Dataset entries =>
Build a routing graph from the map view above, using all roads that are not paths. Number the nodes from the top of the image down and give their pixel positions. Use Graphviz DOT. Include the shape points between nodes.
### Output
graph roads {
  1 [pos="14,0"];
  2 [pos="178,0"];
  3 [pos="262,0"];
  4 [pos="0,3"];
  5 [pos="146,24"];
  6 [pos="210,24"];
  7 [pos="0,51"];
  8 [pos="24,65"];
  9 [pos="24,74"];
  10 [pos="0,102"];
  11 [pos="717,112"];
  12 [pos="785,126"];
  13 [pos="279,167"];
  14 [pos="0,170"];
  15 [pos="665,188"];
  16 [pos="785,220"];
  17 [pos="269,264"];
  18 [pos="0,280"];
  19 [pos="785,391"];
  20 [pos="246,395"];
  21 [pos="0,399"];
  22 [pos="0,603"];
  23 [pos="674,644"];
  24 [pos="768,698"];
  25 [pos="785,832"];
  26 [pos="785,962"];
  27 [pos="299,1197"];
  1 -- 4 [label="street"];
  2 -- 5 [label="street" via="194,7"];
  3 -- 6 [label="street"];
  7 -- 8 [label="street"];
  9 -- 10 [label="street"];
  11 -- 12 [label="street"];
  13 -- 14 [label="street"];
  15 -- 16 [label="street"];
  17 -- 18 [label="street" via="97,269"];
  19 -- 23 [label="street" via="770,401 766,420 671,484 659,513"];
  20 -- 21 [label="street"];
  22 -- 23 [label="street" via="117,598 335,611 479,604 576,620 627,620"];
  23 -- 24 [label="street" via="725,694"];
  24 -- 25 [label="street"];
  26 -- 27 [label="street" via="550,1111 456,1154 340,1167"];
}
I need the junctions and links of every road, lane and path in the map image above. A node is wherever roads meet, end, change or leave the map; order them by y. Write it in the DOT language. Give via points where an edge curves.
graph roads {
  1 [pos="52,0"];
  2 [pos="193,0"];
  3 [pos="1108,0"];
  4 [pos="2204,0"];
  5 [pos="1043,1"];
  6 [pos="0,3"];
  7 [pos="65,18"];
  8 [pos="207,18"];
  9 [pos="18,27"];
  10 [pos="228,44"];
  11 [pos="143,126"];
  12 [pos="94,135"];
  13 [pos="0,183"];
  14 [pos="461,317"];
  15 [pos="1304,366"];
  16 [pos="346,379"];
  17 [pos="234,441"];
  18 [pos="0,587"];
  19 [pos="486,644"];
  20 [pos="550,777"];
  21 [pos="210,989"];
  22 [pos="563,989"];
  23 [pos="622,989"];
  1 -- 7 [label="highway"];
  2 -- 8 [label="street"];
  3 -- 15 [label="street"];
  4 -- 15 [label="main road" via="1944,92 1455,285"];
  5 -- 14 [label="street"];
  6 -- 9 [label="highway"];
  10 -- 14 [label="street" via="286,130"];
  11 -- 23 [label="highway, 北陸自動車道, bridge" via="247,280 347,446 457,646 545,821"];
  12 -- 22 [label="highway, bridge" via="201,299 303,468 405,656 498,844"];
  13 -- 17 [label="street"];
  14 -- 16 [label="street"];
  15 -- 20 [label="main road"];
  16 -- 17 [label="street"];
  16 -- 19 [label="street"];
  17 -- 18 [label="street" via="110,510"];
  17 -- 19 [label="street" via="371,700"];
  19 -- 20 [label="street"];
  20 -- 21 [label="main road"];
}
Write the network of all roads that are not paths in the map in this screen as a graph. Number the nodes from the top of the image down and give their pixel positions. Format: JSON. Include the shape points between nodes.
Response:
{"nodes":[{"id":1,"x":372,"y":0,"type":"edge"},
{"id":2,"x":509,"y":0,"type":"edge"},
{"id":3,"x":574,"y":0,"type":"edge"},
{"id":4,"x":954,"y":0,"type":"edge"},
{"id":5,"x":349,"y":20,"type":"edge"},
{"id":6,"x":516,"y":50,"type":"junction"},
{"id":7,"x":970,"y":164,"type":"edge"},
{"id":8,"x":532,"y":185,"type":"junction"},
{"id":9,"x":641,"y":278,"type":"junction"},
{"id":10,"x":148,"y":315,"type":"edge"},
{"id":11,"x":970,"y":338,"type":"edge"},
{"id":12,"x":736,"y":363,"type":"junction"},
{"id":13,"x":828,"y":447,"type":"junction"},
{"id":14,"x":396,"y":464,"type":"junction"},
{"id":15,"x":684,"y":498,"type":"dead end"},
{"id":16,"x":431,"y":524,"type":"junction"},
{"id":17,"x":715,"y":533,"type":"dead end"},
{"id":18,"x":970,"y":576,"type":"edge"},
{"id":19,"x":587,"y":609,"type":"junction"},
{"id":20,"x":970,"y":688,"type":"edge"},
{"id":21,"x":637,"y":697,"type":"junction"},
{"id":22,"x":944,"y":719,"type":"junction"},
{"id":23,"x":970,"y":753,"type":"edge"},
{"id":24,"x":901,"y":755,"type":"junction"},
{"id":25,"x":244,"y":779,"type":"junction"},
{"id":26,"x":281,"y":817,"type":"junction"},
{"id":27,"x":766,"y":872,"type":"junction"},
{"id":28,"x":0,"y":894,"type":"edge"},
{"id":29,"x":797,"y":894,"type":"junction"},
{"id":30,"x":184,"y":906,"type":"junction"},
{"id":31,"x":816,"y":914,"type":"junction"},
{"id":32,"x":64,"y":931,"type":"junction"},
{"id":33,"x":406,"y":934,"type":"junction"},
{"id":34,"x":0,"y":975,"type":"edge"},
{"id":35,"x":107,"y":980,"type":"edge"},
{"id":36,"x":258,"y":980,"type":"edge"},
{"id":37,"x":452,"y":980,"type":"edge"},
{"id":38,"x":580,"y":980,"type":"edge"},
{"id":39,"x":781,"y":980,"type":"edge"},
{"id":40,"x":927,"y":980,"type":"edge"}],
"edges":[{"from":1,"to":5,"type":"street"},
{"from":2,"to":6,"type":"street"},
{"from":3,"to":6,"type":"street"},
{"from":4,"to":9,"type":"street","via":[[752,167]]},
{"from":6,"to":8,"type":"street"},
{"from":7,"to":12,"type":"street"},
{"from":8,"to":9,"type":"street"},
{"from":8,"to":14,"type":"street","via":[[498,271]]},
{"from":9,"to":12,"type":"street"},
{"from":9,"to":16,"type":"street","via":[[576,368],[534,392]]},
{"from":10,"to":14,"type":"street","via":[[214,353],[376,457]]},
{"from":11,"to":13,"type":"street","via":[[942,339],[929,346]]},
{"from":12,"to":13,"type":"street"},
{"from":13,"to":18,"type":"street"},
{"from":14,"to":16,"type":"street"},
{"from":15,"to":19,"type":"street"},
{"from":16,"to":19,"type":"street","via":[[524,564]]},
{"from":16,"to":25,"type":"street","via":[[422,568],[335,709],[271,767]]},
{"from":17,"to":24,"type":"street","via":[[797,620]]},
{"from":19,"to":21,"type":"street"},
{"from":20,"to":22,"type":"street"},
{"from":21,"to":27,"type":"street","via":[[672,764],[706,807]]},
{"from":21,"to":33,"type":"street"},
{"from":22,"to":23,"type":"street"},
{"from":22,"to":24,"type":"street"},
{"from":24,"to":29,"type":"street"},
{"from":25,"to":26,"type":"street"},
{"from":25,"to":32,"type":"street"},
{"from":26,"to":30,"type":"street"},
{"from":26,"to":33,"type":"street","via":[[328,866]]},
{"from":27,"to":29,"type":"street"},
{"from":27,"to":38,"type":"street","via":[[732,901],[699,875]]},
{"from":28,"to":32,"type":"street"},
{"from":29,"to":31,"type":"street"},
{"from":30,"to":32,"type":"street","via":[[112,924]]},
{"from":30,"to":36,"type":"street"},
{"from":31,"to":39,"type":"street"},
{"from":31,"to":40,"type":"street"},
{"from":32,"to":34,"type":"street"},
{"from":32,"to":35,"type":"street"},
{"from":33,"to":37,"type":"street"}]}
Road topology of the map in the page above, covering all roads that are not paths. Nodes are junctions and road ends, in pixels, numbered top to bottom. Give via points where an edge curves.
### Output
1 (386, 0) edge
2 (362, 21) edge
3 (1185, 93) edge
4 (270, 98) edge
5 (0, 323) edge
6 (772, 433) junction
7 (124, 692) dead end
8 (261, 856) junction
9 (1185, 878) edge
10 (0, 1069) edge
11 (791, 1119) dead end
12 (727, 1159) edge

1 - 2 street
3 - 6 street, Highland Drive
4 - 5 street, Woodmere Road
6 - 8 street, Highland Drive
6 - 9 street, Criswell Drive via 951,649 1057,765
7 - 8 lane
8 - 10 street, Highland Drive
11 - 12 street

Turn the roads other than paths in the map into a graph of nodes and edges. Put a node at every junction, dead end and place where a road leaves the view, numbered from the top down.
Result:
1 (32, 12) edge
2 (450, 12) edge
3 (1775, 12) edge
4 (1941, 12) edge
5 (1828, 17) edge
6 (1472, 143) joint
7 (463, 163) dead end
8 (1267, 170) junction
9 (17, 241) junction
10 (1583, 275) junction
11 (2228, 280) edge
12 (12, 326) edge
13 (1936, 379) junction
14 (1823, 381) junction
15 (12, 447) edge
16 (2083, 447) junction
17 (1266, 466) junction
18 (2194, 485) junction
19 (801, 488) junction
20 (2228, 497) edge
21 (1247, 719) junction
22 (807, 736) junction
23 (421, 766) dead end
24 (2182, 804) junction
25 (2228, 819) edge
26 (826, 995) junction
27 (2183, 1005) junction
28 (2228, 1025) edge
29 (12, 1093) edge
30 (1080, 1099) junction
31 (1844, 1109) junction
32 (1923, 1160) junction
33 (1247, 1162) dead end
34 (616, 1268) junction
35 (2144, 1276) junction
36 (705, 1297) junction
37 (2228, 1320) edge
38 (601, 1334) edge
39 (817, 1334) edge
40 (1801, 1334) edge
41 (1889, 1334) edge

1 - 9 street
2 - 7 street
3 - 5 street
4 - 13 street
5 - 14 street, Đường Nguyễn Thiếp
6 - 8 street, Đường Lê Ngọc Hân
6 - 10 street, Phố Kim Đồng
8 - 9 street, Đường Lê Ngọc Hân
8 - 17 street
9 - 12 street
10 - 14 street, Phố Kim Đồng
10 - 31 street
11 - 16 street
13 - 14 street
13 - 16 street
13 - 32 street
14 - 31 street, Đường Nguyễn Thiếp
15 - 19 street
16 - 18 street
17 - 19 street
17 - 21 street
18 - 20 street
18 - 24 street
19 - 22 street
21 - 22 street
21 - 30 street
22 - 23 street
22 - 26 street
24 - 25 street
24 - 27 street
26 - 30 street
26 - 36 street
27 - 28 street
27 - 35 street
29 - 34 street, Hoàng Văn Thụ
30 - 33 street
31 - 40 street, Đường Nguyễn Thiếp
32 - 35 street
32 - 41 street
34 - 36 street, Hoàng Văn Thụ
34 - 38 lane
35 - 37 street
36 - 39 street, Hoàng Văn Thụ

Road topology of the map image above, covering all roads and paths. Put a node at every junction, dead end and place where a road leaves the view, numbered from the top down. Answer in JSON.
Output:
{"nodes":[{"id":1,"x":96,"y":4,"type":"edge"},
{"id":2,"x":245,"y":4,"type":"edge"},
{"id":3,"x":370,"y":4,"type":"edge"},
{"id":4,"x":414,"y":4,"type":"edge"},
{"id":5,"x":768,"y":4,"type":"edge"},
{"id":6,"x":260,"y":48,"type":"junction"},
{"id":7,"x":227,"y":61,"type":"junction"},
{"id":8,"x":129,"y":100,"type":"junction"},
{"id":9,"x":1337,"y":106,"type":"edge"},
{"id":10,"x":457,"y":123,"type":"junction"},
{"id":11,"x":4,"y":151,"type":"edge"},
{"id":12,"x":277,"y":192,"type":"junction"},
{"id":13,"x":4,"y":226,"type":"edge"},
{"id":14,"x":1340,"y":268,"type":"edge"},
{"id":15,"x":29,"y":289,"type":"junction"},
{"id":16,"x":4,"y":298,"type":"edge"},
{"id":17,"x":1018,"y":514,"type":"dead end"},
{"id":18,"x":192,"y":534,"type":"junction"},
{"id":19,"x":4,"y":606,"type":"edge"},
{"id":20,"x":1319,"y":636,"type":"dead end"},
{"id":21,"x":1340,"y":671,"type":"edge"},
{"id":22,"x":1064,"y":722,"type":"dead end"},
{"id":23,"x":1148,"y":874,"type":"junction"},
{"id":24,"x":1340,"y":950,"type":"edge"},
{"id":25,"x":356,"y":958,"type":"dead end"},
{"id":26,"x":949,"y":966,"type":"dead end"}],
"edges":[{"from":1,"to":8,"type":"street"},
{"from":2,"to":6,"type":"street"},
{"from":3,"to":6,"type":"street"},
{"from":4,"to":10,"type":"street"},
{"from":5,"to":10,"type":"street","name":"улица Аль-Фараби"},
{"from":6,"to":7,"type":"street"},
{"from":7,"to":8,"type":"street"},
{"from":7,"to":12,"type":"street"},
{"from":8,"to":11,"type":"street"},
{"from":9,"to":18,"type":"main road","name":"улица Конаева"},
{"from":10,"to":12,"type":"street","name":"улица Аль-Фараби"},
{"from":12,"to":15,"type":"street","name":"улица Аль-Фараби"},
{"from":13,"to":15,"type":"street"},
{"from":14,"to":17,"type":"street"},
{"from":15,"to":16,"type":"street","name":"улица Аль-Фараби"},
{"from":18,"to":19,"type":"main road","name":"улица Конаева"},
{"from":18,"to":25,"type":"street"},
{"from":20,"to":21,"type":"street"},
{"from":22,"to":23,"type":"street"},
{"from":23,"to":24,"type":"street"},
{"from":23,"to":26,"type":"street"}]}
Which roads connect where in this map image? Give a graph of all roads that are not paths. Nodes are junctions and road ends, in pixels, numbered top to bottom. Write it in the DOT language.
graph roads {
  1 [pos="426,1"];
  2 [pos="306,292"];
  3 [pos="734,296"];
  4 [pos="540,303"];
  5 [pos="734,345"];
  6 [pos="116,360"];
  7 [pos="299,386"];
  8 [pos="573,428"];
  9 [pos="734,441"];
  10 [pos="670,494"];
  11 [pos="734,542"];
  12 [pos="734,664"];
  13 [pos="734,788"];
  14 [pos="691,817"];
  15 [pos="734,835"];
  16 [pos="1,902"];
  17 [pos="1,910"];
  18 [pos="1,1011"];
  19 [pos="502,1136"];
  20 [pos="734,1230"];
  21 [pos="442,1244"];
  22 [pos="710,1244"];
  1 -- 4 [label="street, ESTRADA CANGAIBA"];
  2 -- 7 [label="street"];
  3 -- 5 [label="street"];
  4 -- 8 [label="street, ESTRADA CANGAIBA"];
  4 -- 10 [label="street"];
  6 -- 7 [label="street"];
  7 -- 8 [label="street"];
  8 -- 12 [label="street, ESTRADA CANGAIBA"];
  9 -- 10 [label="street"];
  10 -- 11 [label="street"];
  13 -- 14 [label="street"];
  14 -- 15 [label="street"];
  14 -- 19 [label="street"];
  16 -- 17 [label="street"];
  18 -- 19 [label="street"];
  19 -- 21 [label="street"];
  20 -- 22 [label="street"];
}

What you are asked to do => Would you copy every line of the entries that includes the word "leaves"?

Answer for the task =>
Turn the roads other than paths in the map into a graph of nodes and edges. Put a node at every junction, dead end and place where a road leaves the view, numbered from the top down.
Road topology of the map image above, covering all roads and paths. Put a node at every junction, dead end and place where a road leaves the view, numbered from the top down. Answer in JSON.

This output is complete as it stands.